Task goal.
The answer must reproduce the listing exactly, with every picture left out.

☆ ☆ ☆ ☆ ☆

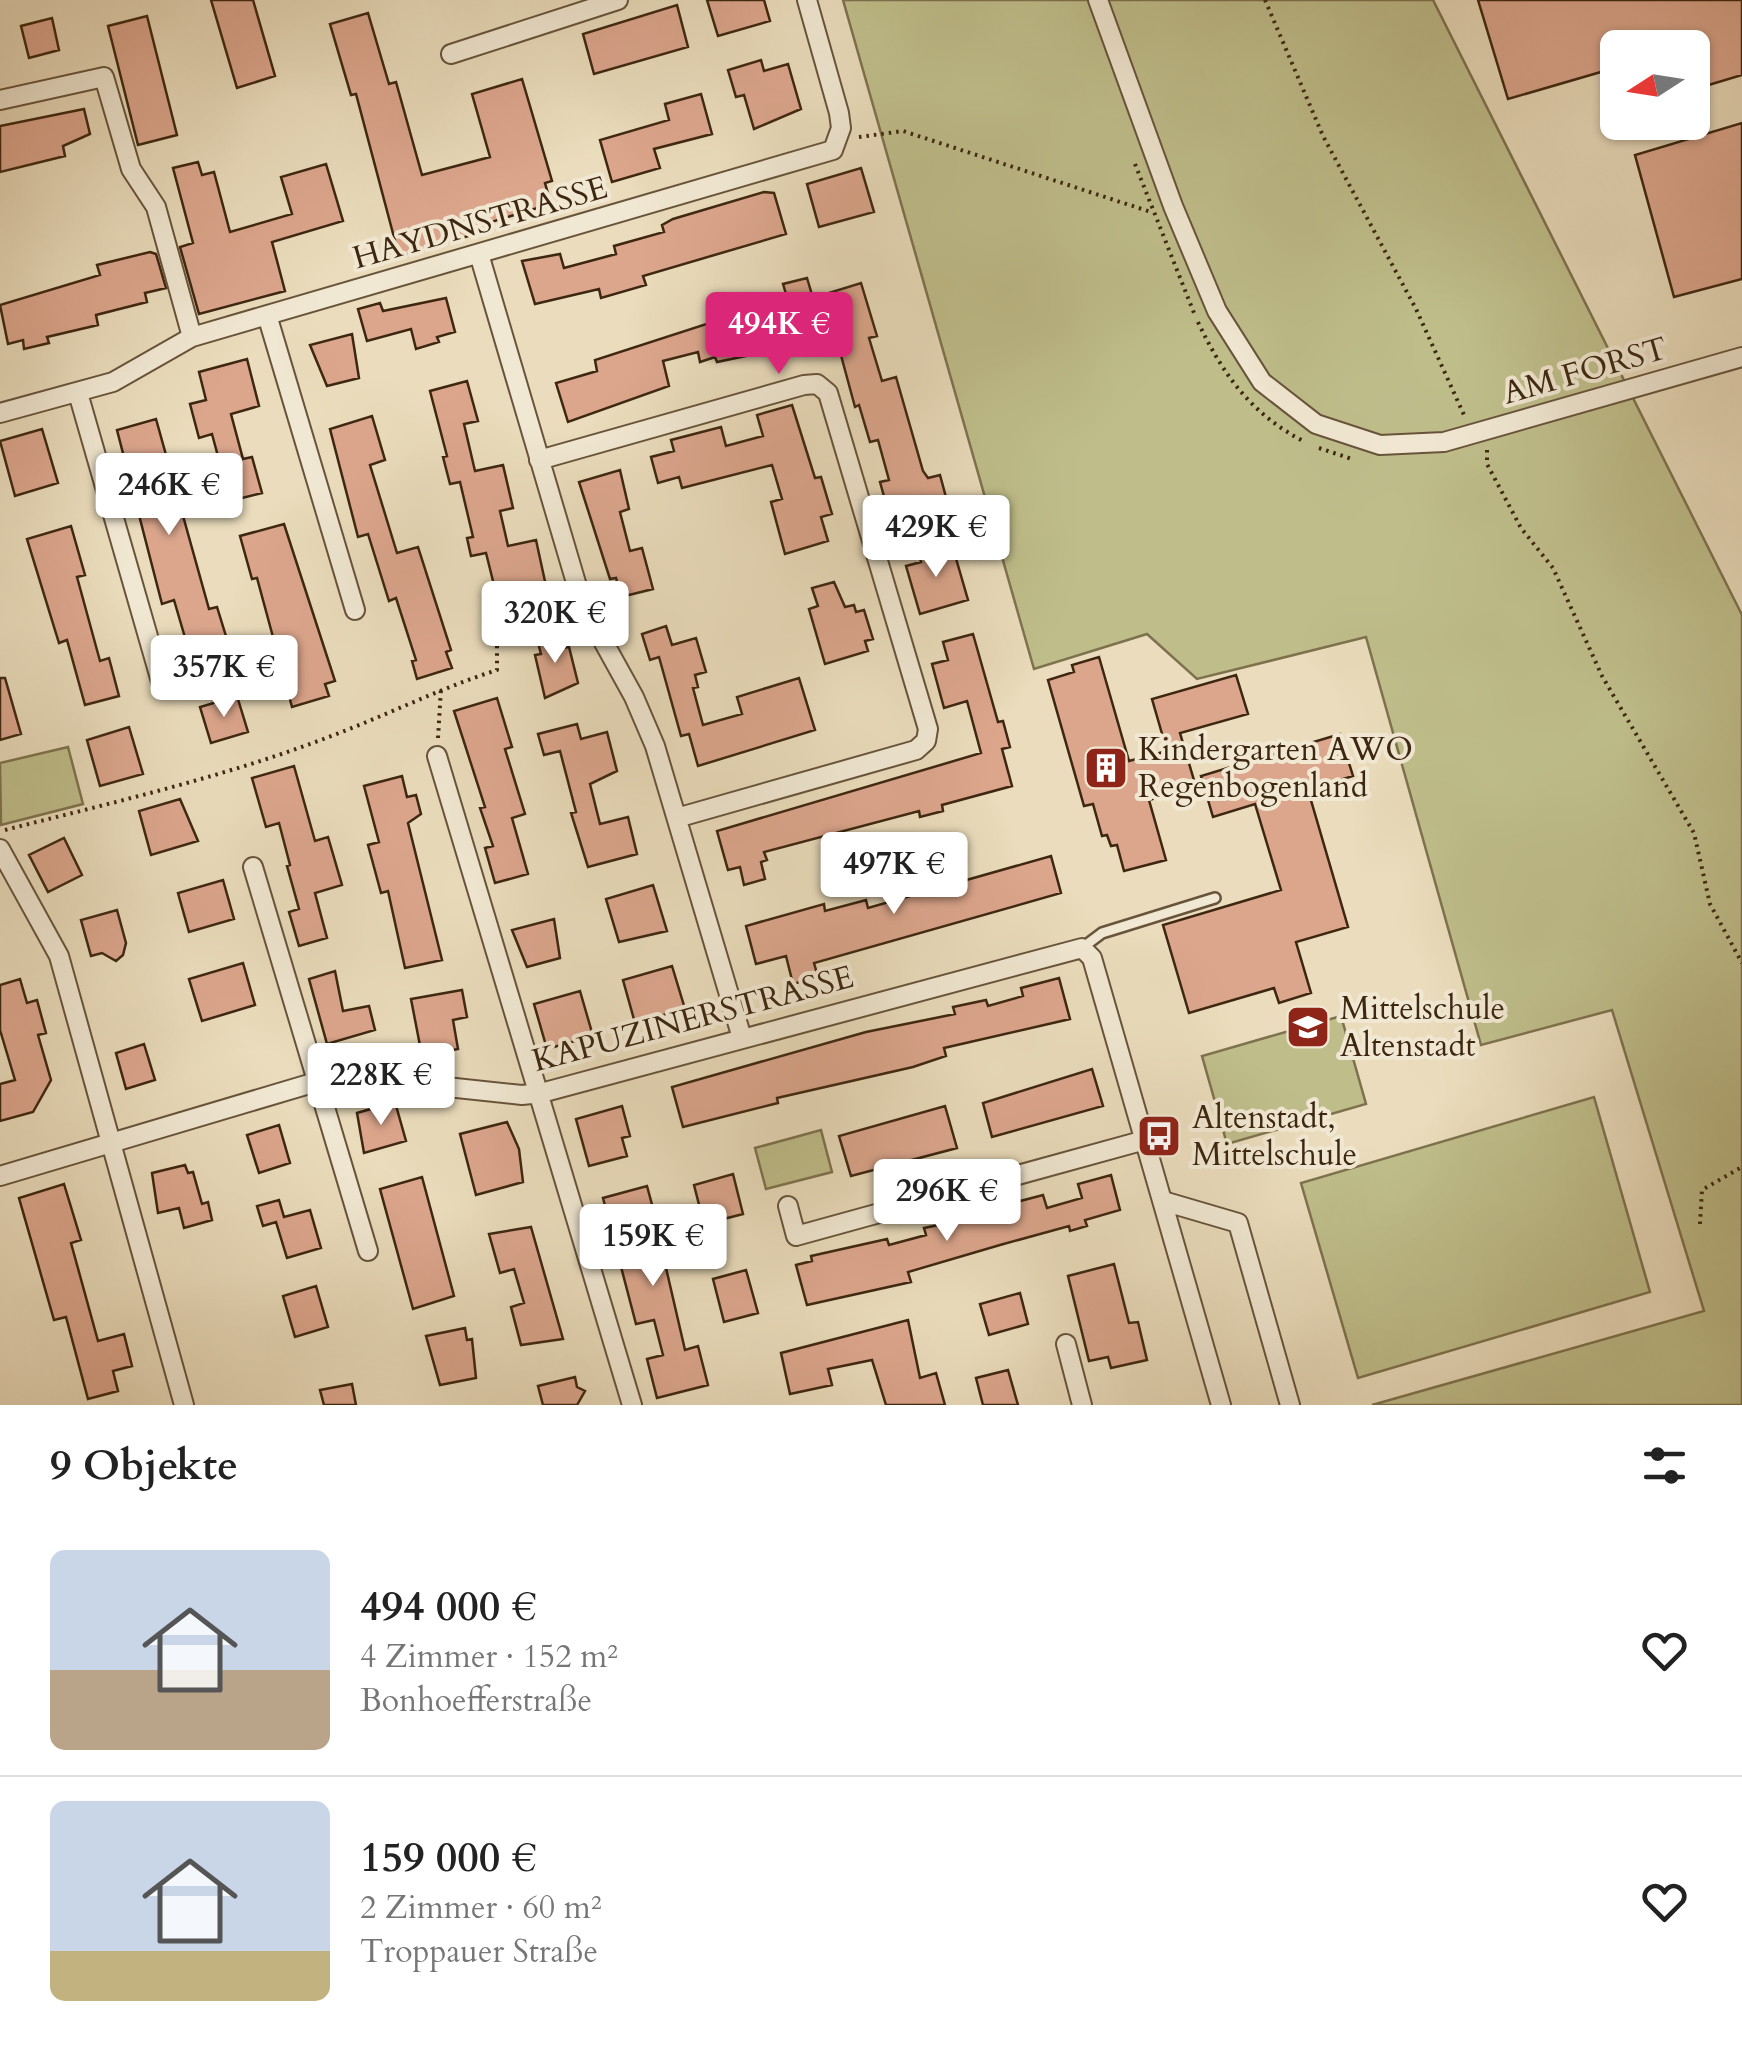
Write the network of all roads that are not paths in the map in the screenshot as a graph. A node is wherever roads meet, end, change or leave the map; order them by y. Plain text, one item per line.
1 (618, 0) edge
2 (807, 0) edge
3 (1098, 0) edge
4 (451, 54) dead end
5 (0, 100) edge
6 (479, 254) junction
7 (266, 315) junction
8 (192, 337) junction
9 (1742, 357) edge
10 (78, 393) junction
11 (0, 413) edge
12 (539, 460) junction
13 (355, 610) dead end
14 (162, 685) dead end
15 (437, 756) road end
16 (680, 818) junction
17 (0, 849) edge
18 (253, 867) dead end
19 (1216, 898) dead end
20 (1082, 948) junction
21 (742, 1038) junction
22 (316, 1082) junction
23 (540, 1093) junction
24 (1146, 1140) junction
25 (113, 1144) junction
26 (0, 1176) edge
27 (1163, 1201) junction
28 (788, 1206) dead end
29 (368, 1251) dead end
30 (1066, 1344) dead end
31 (184, 1405) edge
32 (632, 1405) edge
33 (1082, 1405) edge
34 (1221, 1405) edge
35 (1290, 1405) edge

1 - 4 street
2 - 6 street, HAYDNSTRASSE
3 - 9 street, AM FORST
5 - 8 street
6 - 7 street, HAYDNSTRASSE
6 - 12 street
7 - 8 street, HAYDNSTRASSE
7 - 13 street
8 - 10 street, HAYDNSTRASSE
10 - 11 street, HAYDNSTRASSE
10 - 14 street
12 - 16 street
12 - 16 street
15 - 23 street
16 - 21 street
17 - 25 street
18 - 22 street
19 - 20 lane
20 - 21 street, KAPUZINERSTRASSE
20 - 24 street
21 - 23 street, KAPUZINERSTRASSE
22 - 23 street, KAPUZINERSTRASSE
22 - 25 street, KAPUZINERSTRASSE
22 - 29 street
23 - 32 street
24 - 27 street
24 - 28 street
25 - 26 street, KAPUZINERSTRASSE
25 - 31 street
27 - 34 street
27 - 35 street
30 - 33 street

☆ ☆ ☆ ☆ ☆

Result for this exercise.
Write the network of all roads that are not paths in the map in the screenshot as a graph. A node is wherever roads meet, end, change or leave the map; order them by y. Plain text, one item per line.
1 (618, 0) edge
2 (807, 0) edge
3 (1098, 0) edge
4 (451, 54) dead end
5 (0, 100) edge
6 (479, 254) junction
7 (266, 315) junction
8 (192, 337) junction
9 (1742, 357) edge
10 (78, 393) junction
11 (0, 413) edge
12 (539, 460) junction
13 (355, 610) dead end
14 (162, 685) dead end
15 (437, 756) road end
16 (680, 818) junction
17 (0, 849) edge
18 (253, 867) dead end
19 (1216, 898) dead end
20 (1082, 948) junction
21 (742, 1038) junction
22 (316, 1082) junction
23 (540, 1093) junction
24 (1146, 1140) junction
25 (113, 1144) junction
26 (0, 1176) edge
27 (1163, 1201) junction
28 (788, 1206) dead end
29 (368, 1251) dead end
30 (1066, 1344) dead end
31 (184, 1405) edge
32 (632, 1405) edge
33 (1082, 1405) edge
34 (1221, 1405) edge
35 (1290, 1405) edge

1 - 4 street
2 - 6 street, HAYDNSTRASSE
3 - 9 street, AM FORST
5 - 8 street
6 - 7 street, HAYDNSTRASSE
6 - 12 street
7 - 8 street, HAYDNSTRASSE
7 - 13 street
8 - 10 street, HAYDNSTRASSE
10 - 11 street, HAYDNSTRASSE
10 - 14 street
12 - 16 street
12 - 16 street
15 - 23 street
16 - 21 street
17 - 25 street
18 - 22 street
19 - 20 lane
20 - 21 street, KAPUZINERSTRASSE
20 - 24 street
21 - 23 street, KAPUZINERSTRASSE
22 - 23 street, KAPUZINERSTRASSE
22 - 25 street, KAPUZINERSTRASSE
22 - 29 street
23 - 32 street
24 - 27 street
24 - 28 street
25 - 26 street, KAPUZINERSTRASSE
25 - 31 street
27 - 34 street
27 - 35 street
30 - 33 street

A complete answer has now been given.